Weeks 11–12: Specialisation and a portfolio piece. Pick a specialisation, fine-tuning, multimodal, voice agents, code generation, evals, structured outputs, and go deep. Build one polished, documented, deployable thing. Write up the build on a personal blog or LinkedIn. This becomes the thing you point hiring managers at. A working demo is worth ten certifications.

For the applied user, compress the same plan: weeks 1-4 become tool fluency in three apps (ChatGPT or Claude, plus a domain tool like Cursor for coders or Jasper for marketers, plus an automation layer like Zapier or Make), weeks 5-8 become workflow design and prompt libraries, weeks 9-12 become measurable productivity gain in your real job. For the manager, weeks 1-4 are intensive reading (Stripe Press's The Annotated Transformer, Stratechery on AI, Latent Space podcast), weeks 5-8 are vendor evaluation case studies, weeks 9-12 are leading one real AI initiative inside your team.

Two practical tactics make any of these tracks dramatically more likely to finish. The first is the public commitment: tell three people, in writing, that you are doing this 90-day plan and that you'll send them a link to your finished portfolio piece on day 91. Public commitments work because the social cost of quitting is real. The three people don't need to be technical or even interested in AI; they need to be willing to ask "how's the project?" once a fortnight. The second is the project-first sequence: every week, the question to ask is "what are you shipping this week?" not "what are you studying this week?" If the answer to the first question is nothing, the second question's answer doesn't matter.

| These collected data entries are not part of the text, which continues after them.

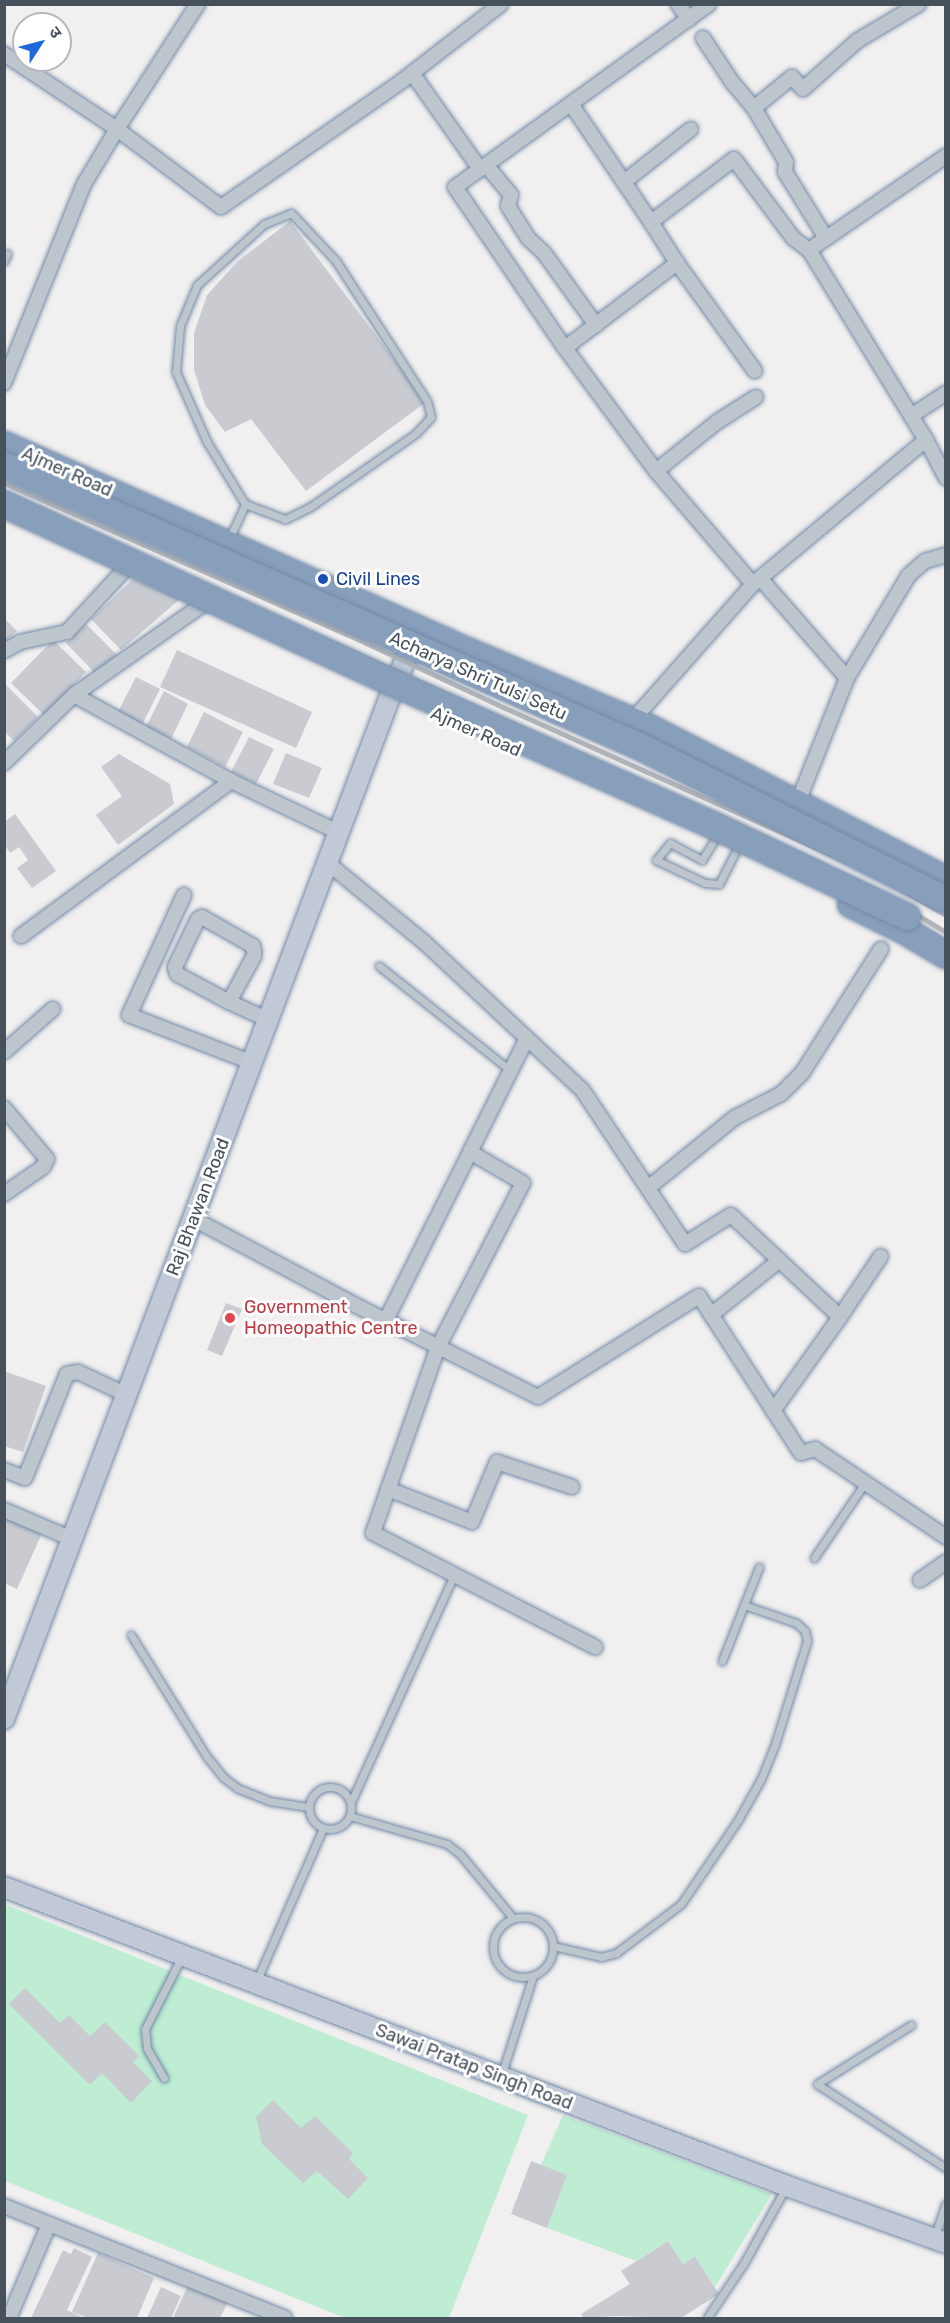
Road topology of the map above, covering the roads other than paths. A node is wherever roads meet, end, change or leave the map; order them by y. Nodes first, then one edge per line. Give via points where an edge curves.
1 (198, 4) edge
2 (501, 4) edge
3 (678, 4) edge
4 (709, 4) edge
5 (918, 4) edge
6 (689, 19) junction
7 (703, 38) dead end
8 (4, 54) edge
9 (412, 73) junction
10 (571, 104) junction
11 (754, 108) junction
12 (117, 129) junction
13 (691, 129) dead end
14 (945, 156) edge
15 (483, 167) junction
16 (624, 182) junction
17 (651, 222) junction
18 (826, 238) junction
19 (809, 250) junction
20 (677, 263) junction
21 (596, 325) junction
22 (565, 348) junction
23 (754, 371) dead end
24 (4, 383) edge
25 (945, 393) edge
26 (756, 397) dead end
27 (911, 416) junction
28 (926, 440) junction
29 (4, 445) edge
30 (4, 465) edge
31 (656, 471) junction
32 (945, 478) edge
33 (4, 504) edge
34 (245, 504) junction
35 (4, 514) edge
36 (227, 544) junction
37 (945, 555) edge
38 (126, 568) junction
39 (757, 581) junction
40 (205, 603) junction
41 (418, 629) junction
42 (4, 651) edge
43 (847, 678) junction
44 (391, 694) junction
45 (74, 695) junction
46 (634, 723) junction
47 (4, 764) edge
48 (231, 781) junction
49 (798, 802) junction
50 (340, 833) junction
51 (726, 844) junction
52 (328, 864) junction
53 (942, 871) edge
54 (184, 895) dead end
55 (945, 900) edge
56 (21, 936) dead end
57 (945, 938) edge
58 (880, 949) dead end
59 (945, 955) edge
60 (379, 966) dead end
61 (229, 1002) junction
62 (53, 1009) dead end
63 (269, 1020) junction
64 (527, 1038) junction
65 (4, 1052) edge
66 (253, 1063) junction
67 (511, 1071) junction
68 (4, 1108) edge
69 (470, 1152) junction
70 (648, 1188) junction
71 (4, 1194) edge
72 (194, 1219) junction
73 (881, 1256) dead end
74 (780, 1260) junction
75 (711, 1316) junction
76 (840, 1317) junction
77 (386, 1320) junction
78 (438, 1347) junction
79 (127, 1395) junction
80 (773, 1411) junction
81 (4, 1470) edge
82 (865, 1483) junction
83 (572, 1487) dead end
84 (388, 1489) junction
85 (4, 1510) edge
86 (945, 1537) edge
87 (72, 1539) junction
88 (814, 1558) dead end
89 (945, 1562) edge
90 (759, 1567) dead end
91 (454, 1575) junction
92 (920, 1580) dead end
93 (744, 1605) junction
94 (131, 1635) dead end
95 (595, 1647) dead end
96 (722, 1661) dead end
97 (4, 1719) edge
98 (351, 1802) junction
99 (309, 1808) junction
100 (350, 1816) junction
101 (323, 1828) junction
102 (4, 1887) edge
103 (513, 1918) junction
104 (554, 1946) junction
105 (182, 1956) junction
106 (533, 1976) junction
107 (256, 1984) junction
108 (911, 2025) dead end
109 (501, 2077) junction
110 (164, 2078) dead end
111 (945, 2168) edge
112 (787, 2186) junction
113 (945, 2204) edge
114 (4, 2206) edge
115 (49, 2224) junction
116 (940, 2240) edge
117 (9, 2319) edge
118 (285, 2319) edge
119 (707, 2319) edge

1 - 12 street
2 - 9 street
3 - 6 street
4 - 6 street
5 - 11 street via 857,41 804,89 792,77
6 - 10 street
7 - 11 street
8 - 12 street
9 - 12 street via 221,207
9 - 15 street
10 - 15 street
10 - 16 street
11 - 18 street via 786,162 785,172
12 - 24 street via 84,184
13 - 16 street
14 - 18 street
15 - 21 street via 511,195 508,206 529,239
15 - 22 street via 455,187
16 - 17 street
17 - 19 street via 734,159 793,238
17 - 20 street
18 - 19 street
19 - 27 street
20 - 21 street
20 - 23 street
21 - 22 street
22 - 31 street
25 - 27 street
26 - 31 street via 717,422
27 - 28 street
28 - 32 street
28 - 39 street
29 - 36 highway, Ajmer Road
30 - 55 highway, Acharya Shri Tulsi Setu, bridge via 639,746
31 - 39 street
33 - 57 highway, bridge via 713,825
34 - 34 lane via 207,442 176,372 180,326 197,285 264,224 291,213 336,261 427,401 431,417 415,434 353,479 285,519
34 - 36 lane
35 - 38 highway, Ajmer Road
36 - 41 highway, Ajmer Road
37 - 43 street via 925,561 909,575
38 - 40 highway, Ajmer Road
38 - 42 street via 67,632 20,642
39 - 43 street
39 - 46 street
40 - 44 highway, Ajmer Road
40 - 45 street
41 - 44 street, Raj Bhawan Road
41 - 46 highway, Ajmer Road
43 - 49 street
44 - 50 street, Raj Bhawan Road
44 - 51 highway, Ajmer Road
45 - 47 street
45 - 48 street
46 - 49 highway, Ajmer Road
48 - 50 street
48 - 56 street
49 - 53 highway, Ajmer Road
50 - 52 street, Raj Bhawan Road
51 - 51 lane via 719,884 705,883 656,860 670,843 702,860
51 - 59 highway, Ajmer Road via 904,930
52 - 63 street, Raj Bhawan Road
52 - 64 street via 424,942
54 - 66 street via 129,1015
58 - 70 street via 802,1073 781,1094 734,1118
60 - 67 lane
61 - 61 street via 175,971 202,917 253,946
61 - 63 street
62 - 65 street
63 - 66 street, Raj Bhawan Road
64 - 67 street
64 - 70 street via 583,1091
66 - 72 street, Raj Bhawan Road
67 - 69 street
68 - 71 street via 47,1159 43,1167
69 - 77 street
69 - 78 street via 522,1183
70 - 74 street via 685,1244 731,1215
72 - 77 street
72 - 79 street, Raj Bhawan Road
73 - 76 street
74 - 75 street
74 - 76 street
75 - 78 street via 699,1296 538,1397
75 - 80 street
76 - 80 street
77 - 78 street
78 - 84 street
79 - 81 street via 78,1371 67,1374 25,1478
79 - 87 street, Raj Bhawan Road
80 - 82 street via 801,1453 815,1449
82 - 86 street
82 - 88 lane
83 - 84 street via 497,1462 471,1522
84 - 91 street via 372,1533
85 - 87 street
87 - 97 street, Raj Bhawan Road
89 - 92 street
90 - 93 lane
91 - 95 street
91 - 98 lane
93 - 96 lane
93 - 104 lane via 796,1623 805,1631 807,1641 775,1744 744,1810 681,1904 616,1953 601,1957
94 - 99 lane via 223,1777 237,1788 262,1798
98 - 99 lane via 345,1791 324,1788 313,1795
98 - 100 lane
99 - 101 lane via 313,1820
100 - 101 lane via 336,1829
100 - 103 lane via 447,1844 460,1854
101 - 107 lane
102 - 105 street, Sawai Pratap Singh Road
103 - 104 lane via 540,1922
103 - 106 lane via 494,1938 495,1957 514,1976
104 - 106 lane via 548,1964
105 - 107 street, Sawai Pratap Singh Road
105 - 110 lane via 145,2029 147,2048
106 - 109 lane
107 - 109 street, Sawai Pratap Singh Road
108 - 111 lane via 817,2084
109 - 112 street, Sawai Pratap Singh Road
112 - 116 street, Sawai Pratap Singh Road
112 - 119 lane
113 - 116 lane
114 - 115 street
115 - 117 street
115 - 118 street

The hardest weeks of the plan are 5 and 6, where the project from week 3 is now behaving badly on real inputs and the easy momentum of weeks 1-4 has run out. Almost every learner considers quitting at this point. The right move is to stay on the broken project. Do not start a new one. Reliability work feels less rewarding than novelty, but it is the actual content of professional AI engineering in 2026. Most working AI engineers spend more of their time on evaluation, debugging, and edge-case handling than on greenfield building. The week-5 plateau isn't a sign you're failing; it's a sign you've reached the part of the work that pays the salary.

Where the major platforms actually fit (Coursera, DeepLearning.AI, Google, MIT, OpenAI Academy)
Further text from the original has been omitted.